Malika Oufkir is a tall, slender, elegant, beautiful woman of 45, married last year to a Parisian architect. She has the great wisdom but also the youthfulness - almost the childishness - found in intelligent people whose lives have been taken from them and belatedly restored. (It might be called the Nelson Mandela syndrome).

The act of writing the book, she says, has helped her to achieve a kind of serenity. She can now understand that the king who put his adopted daughter and her two-year-old brother in prison was not the man that she had known as a child. He had himself been "consumed by hatred and wounded by betrayal".

And yet it is clear from the book that the degree of cruelty imposed on Malika and her family was personally controlled by Hassan. Members of his own family, including the Queen, pleaded for clemency. Instead, each time the Oufkir family wrote to the king asking for their freedom, their conditions were made worse.

Only when they tunnelled out, and managed to tell the world their story before they were re-captured, was their life made more humane.

Until then, they survived by imposing scrupulous rules of politeness towards one another; by rigging up a kind of makeshift intercom between their cells; and by a form of gallows humour. When fleas infected the four sisters and their private parts became so swollen that they hung down to their thighs, they joked: "Now we girls have balls too."

A clandestine radio allowed them to keep abreast of world events - the march of the computer, the video-recorder, feminism, successive World Cups - from their medieval cells. Most of all, the prisoners - Malika, her mother, two brothers, four sisters and two cousins - came to depend entirely on a kind of soap opera, invented and broadcast by Malika through the hidden intercom.

Every night, once the guards were sleeping, she tried to give her brothers and sisters, through the never-ending story, a sense of the pleasures and evils of the world of which they were deprived. Malika and family spent, not 1,001 nights, but 3,710 nights as the only prisoners of their desert jail: they endured over 7,000 nights of imprisonment of one kind or another. "Each of my birthdays was like a dagger in my heart," she wrote in the book.

"At 33, I became resigned. I would never fall in love. I would never have a family. Never would a man take me in his arms and whisper tender and burning words into my ear.

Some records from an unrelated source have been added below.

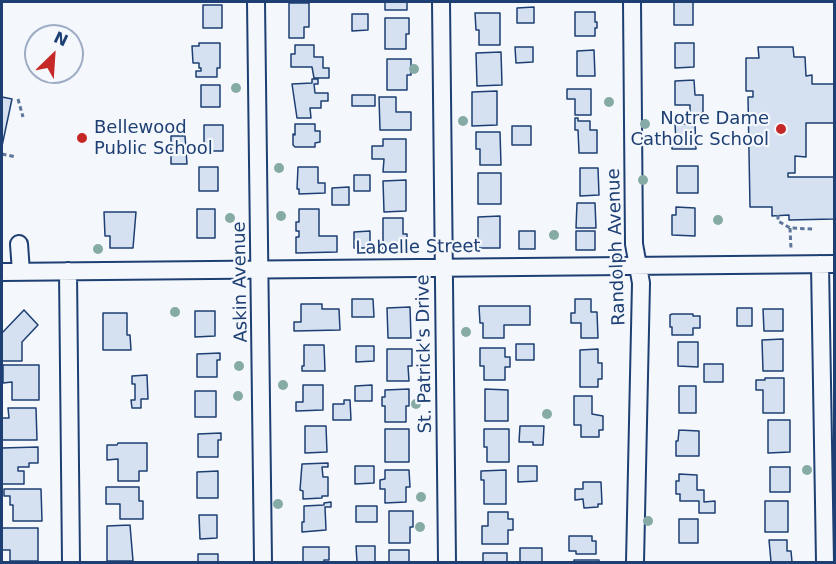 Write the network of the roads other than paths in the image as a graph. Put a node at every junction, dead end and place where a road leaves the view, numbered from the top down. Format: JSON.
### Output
{"nodes":[{"id":1,"x":256,"y":2,"type":"edge"},
{"id":2,"x":441,"y":2,"type":"edge"},
{"id":3,"x":632,"y":2,"type":"edge"},
{"id":4,"x":19,"y":244,"type":"dead end"},
{"id":5,"x":827,"y":264,"type":"edge"},
{"id":6,"x":638,"y":266,"type":"junction"},
{"id":7,"x":444,"y":267,"type":"junction"},
{"id":8,"x":260,"y":269,"type":"junction"},
{"id":9,"x":68,"y":271,"type":"junction"},
{"id":10,"x":2,"y":272,"type":"edge"},
{"id":11,"x":21,"y":272,"type":"junction"},
{"id":12,"x":829,"y":444,"type":"edge"},
{"id":13,"x":71,"y":562,"type":"edge"},
{"id":14,"x":262,"y":562,"type":"edge"},
{"id":15,"x":447,"y":562,"type":"edge"},
{"id":16,"x":635,"y":562,"type":"edge"},
{"id":17,"x":825,"y":562,"type":"edge"}],
"edges":[{"from":1,"to":8,"type":"street","name":"Askin Avenue"},
{"from":2,"to":7,"type":"street","name":"St. Patrick's Drive"},
{"from":3,"to":6,"type":"street","name":"Randolph Avenue"},
{"from":4,"to":11,"type":"street"},
{"from":5,"to":6,"type":"street","name":"Labelle Street"},
{"from":5,"to":12,"type":"street"},
{"from":6,"to":7,"type":"street","name":"Labelle Street"},
{"from":6,"to":16,"type":"street","name":"Randolph Avenue"},
{"from":7,"to":8,"type":"street","name":"Labelle Street"},
{"from":7,"to":15,"type":"street","name":"St. Patrick's Drive"},
{"from":8,"to":9,"type":"street","name":"Labelle Street"},
{"from":8,"to":14,"type":"street","name":"Askin Avenue"},
{"from":9,"to":11,"type":"street","name":"Labelle Street"},
{"from":9,"to":13,"type":"street"},
{"from":10,"to":11,"type":"street","name":"Labelle Street"},
{"from":12,"to":17,"type":"street"}]}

"I would never know what moves the heart and body of a woman." She was partly right and partly wrong. On her release, she met Eric, a French architect, in Rabat and married him last October. The damage too her body in prison means that she will probably never be able to have any children. The psychological damage is much harder to define.

"Ever since I was a child, perhaps because I was taken from my family so young, I have had the impression that I was a spectator in my own life," she said.

"Now I have the impression that life is a great fairground and that I am permanently on the edge of it, looking in. I cannot be alone. I have to sleep with the light and radio on. And yet I crave solitude.

"Even when I am with other people, I am often alone."